Lack of basic infection control and prevention measures in low-income countries

Bottom Line:

Low-income countries lack basic infection control and prevention measures such as proper hand hygiene, as well as access to and proper use of personal protective equipment.

Reference:

Roder-DeWan, S. Health system quality in the time of COVID-19. The Lancet Global Health (2020). https://doi.org/10.1016/S2214-109X(20)30223-0

Date Published:

6 May 2020

Synopsis:

The quality of the existing health systems in low-income Sub-Saharan Africa must be considered in the design and delivery of COVID-19 mitigation measures. Programs that are efficacious in high-income countries may not translate similarly for low-income countries if the quality of healthcare at baseline is poor.

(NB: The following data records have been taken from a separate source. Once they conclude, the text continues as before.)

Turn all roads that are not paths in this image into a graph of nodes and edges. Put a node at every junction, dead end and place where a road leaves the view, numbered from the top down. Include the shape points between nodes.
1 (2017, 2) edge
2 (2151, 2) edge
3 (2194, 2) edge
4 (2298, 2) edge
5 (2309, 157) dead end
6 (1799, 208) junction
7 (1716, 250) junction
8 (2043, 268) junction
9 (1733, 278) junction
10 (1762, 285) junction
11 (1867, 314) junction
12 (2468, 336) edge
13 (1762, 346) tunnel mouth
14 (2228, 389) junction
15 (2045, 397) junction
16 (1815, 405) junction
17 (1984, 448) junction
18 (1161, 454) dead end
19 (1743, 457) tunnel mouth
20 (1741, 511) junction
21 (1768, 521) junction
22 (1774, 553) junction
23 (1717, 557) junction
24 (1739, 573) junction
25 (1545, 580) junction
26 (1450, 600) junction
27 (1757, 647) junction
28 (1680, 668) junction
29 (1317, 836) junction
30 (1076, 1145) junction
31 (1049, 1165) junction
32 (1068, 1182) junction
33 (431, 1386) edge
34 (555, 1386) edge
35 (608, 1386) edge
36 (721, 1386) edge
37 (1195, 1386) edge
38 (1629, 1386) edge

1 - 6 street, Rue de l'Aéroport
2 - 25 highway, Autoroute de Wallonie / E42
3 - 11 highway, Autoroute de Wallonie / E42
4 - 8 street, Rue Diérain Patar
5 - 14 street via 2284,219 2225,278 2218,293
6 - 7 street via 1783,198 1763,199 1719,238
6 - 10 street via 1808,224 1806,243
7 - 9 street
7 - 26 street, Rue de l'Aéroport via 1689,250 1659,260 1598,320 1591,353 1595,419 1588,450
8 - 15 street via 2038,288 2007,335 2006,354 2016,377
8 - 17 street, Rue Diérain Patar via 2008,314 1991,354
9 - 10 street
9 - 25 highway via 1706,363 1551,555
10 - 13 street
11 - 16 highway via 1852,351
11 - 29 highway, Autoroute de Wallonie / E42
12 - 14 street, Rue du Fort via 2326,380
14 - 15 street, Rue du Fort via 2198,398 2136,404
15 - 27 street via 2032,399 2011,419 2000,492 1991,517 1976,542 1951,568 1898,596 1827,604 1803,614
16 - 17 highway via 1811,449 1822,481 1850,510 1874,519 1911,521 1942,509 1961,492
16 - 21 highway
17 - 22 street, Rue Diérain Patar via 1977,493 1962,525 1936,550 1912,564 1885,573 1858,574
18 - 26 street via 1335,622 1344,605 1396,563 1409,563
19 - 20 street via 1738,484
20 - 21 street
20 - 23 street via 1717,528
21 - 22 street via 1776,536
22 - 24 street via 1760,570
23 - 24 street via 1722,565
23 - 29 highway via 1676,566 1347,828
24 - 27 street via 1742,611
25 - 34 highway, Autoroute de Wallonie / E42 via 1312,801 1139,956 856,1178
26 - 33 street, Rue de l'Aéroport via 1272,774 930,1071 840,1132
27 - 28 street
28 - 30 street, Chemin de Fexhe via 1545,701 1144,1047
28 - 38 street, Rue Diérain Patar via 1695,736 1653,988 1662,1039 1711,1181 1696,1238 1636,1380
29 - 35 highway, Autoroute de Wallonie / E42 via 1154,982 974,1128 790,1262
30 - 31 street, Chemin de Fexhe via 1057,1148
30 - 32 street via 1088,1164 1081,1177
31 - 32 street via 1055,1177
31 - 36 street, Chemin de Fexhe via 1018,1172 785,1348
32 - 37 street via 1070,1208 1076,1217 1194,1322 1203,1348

Previous studies have shown that providers in low-income Sub-Saharan countries often do not perform many of the basic elements of a high-quality healthcare visit. Additionally, medical equipment and supplies are often scarce, and clinical outcomes directly amenable to high-quality care (e.g. neonatal mortality) are poor. Analysis of observations of infection prevention and control behaviours in 220 Tanzanian facilities in 2018 demonstrated that proper hand hygiene was observed only 6.9% of the time, reusable equipment was disinfected 4.8% of the time, gloves were used in 74.8% of the situations where they were indicated, and waste was disposed of properly in 43.3% of cases. In the context of COVID-19 where supplies are more scarce than before, healthcare providers must rely on basics such as frequent handwashing to prevent the spread of infection. It is imperative to assess systems-level factors that contribute to poor infection prevention and control and implement multifaceted solutions in order to properly address the COVID-19 epidemic in such regions.